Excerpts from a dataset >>
↓↓↓

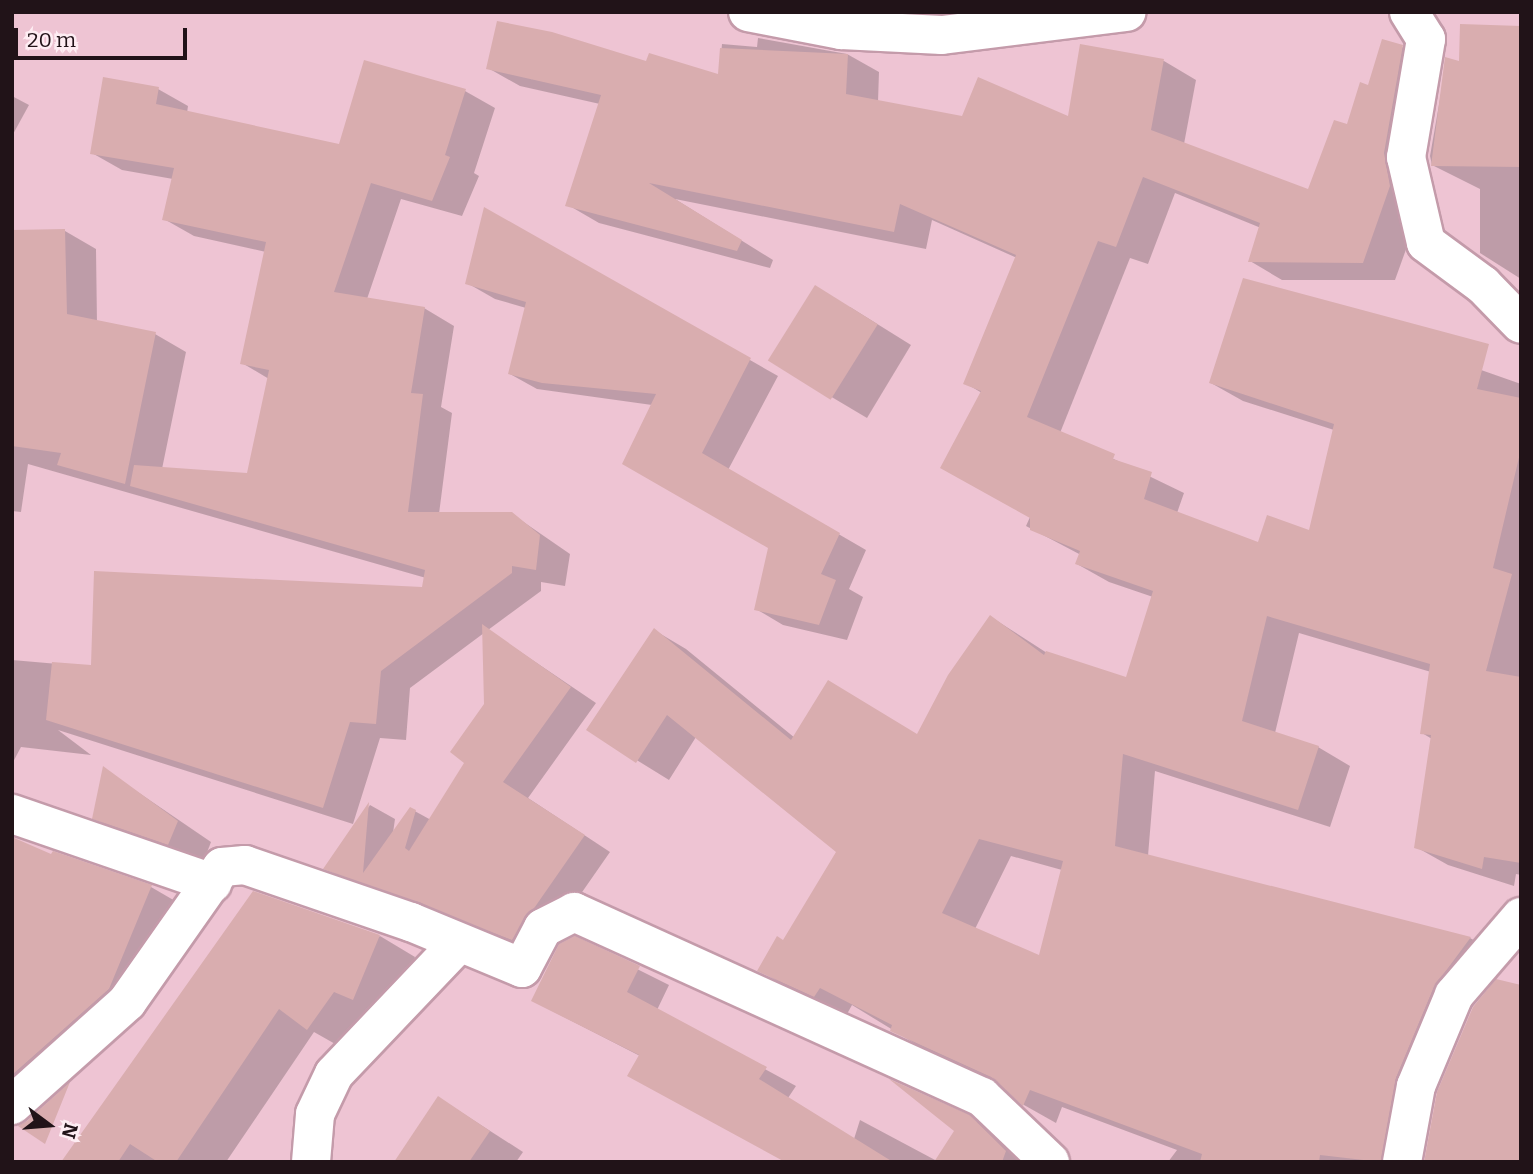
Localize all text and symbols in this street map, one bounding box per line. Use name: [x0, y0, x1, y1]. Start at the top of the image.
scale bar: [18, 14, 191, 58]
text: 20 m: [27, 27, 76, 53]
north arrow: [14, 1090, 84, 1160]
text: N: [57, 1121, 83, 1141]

↑↑↑

What you should do >> Above are the records; repeat them exactly, omitting every picture.

The answer >>
Localize all text and symbols in this street map, one bounding box per line. Use name: [x0, y0, x1, y1]. Start at the top of the image.
scale bar: [18, 14, 191, 58]
text: 20 m: [27, 27, 76, 53]
north arrow: [14, 1090, 84, 1160]
text: N: [57, 1121, 83, 1141]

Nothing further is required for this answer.